Firefox 13 Review
- Excellent standards support
- Cool bookmark organization with Panorama
- Lots of customization through extensions
- Pinned sites for all-the-time access
- Syncing for tabs, history, passwords and now Extensions
- Graphics hardware acceleration
- Lacks client-side tracking protection like that found in IE9
- Lacks Chrome's built in Flash, PDF reader, and Instant page view
- Trails Chrome in HTML5 support
- No new-tab page helpers
Firefox remains a lean, fast, compatible, customizable browser, and its new new-tab page and home page make it even more compelling.
Panorama and Pinned Tabs
With version 4, Firefox brought a revolutionary new way to organize tabs. Dubbed "Panorama," this feature helps those who like to have lots of tabs open. Just click the Mondrian icon all the way to the top-right of the window, and you'll see rectangles containing page thumbnails. You can drag tabs between groups, and resize and move the group boxes themselves around. You can even give a name to a tab group to keep organized.
When you click on a page thumbnail in any tab group, that page will maximize in the browser window, and you'll only see tabs from its group. It takes a bit of a rethinking, as you won't see all of your pages' tabs, but a click of the group icon gets you to them. I only wish that Panorama had some automation of the group creation, similar to IE's color grouping of tabs. And unlike Opera's nifty stacked-tabs, Firefox's groups are a click away on their own page, rather than always in front of you.
Another tab-related feature seems clearly Chrome-inspired—pinned tabs. If there are sites you always want access to, just as in Chrome, you can pin their tabs to the left side of the tab bar. These pinned tabs appear narrower, showing just the site icon. The pinned sites will also load automatically when you start Firefox. But you can't create an app shortcut icon for use on your desktop or Windows 7 taskbar, as you can with IE9 and Chrome.

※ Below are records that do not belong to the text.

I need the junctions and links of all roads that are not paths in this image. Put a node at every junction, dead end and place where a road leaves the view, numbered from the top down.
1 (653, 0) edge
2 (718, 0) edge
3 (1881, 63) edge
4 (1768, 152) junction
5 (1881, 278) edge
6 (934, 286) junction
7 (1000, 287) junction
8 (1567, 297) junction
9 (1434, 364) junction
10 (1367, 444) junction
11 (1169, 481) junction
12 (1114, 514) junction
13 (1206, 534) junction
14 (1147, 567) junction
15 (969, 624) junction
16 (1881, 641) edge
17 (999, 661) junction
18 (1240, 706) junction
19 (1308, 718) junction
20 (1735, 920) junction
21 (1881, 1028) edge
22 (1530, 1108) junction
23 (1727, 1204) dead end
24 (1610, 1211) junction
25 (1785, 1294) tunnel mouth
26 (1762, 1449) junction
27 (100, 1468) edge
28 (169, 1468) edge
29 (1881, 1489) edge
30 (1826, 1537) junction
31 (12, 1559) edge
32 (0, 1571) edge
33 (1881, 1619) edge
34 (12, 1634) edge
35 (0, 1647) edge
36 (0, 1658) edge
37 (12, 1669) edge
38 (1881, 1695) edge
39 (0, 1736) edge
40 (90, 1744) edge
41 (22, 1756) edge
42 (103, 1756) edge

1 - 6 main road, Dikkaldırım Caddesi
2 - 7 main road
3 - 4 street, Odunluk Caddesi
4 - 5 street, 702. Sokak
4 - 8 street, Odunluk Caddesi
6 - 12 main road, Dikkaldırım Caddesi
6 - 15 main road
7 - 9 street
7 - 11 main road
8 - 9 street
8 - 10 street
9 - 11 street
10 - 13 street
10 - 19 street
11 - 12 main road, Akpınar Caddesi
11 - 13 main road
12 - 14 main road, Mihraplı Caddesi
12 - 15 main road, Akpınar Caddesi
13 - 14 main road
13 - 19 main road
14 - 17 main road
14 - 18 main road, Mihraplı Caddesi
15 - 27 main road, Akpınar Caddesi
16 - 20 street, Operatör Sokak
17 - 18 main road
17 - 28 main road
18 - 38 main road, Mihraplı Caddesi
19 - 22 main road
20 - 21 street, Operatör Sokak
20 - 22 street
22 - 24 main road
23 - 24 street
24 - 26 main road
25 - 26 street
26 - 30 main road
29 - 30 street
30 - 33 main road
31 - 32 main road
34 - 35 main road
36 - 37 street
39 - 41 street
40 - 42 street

Chrome and Opera have had bookmark and settings syncing for a while, but Firefox does an excellent job at implementing this on-the-go convenience. Not only will Firefox sync bookmarks and settings, but it also opens tabs, history, passwords, forms, and now Add-ons (including extensions). The data is encrypted locally so that no one can intercept those passwords while they're on their way to Mozilla's servers.
The setup creates a key that you need to enter into the other PCs or mobile devices running Firefox that you want to keep in sync; the process isn't arduous, but it's not as simple as Chrome's sign in. IE9 has yet to offer any syncing option. I'm still occasionally amazed to see the same page I was viewing at work 45 minutes ago magically waiting for me on my home copy of Firefox.
Add-ons (aka Extensions)
Firefox has long been praised and adopted for the multitude of customizations it offers through third-party extensions. Though Chrome and the rest now all offer extensions, too, Firefox's deliver the most in-depth browser modifications. I already mentioned the protection from app installations adding extensions without your knowledge in the "Install" section above. Since version 4, add-ons (which include third-party extensions) have been revamped inside and out in Firefox. The Jetpack add-on system is both easier for developers to create extensions and easier for consumers to use them.
Interface-wise, in another nod to Chrome, Firefox's add-ons manager now resides in what looks like a Web page. In its present form, it's a little harder to simply find the most popular extensions and their ratings, but you can still head to the Mozilla Web page for this. Firefox is still customizable in appearance, too, thanks to Personas and Themes.
Firefox extensions are now considered compatible as long as they ran in version 4, so you won't be left without cherished extensions after the upgrade. Extensions can also now hotfix themselves without user intervention.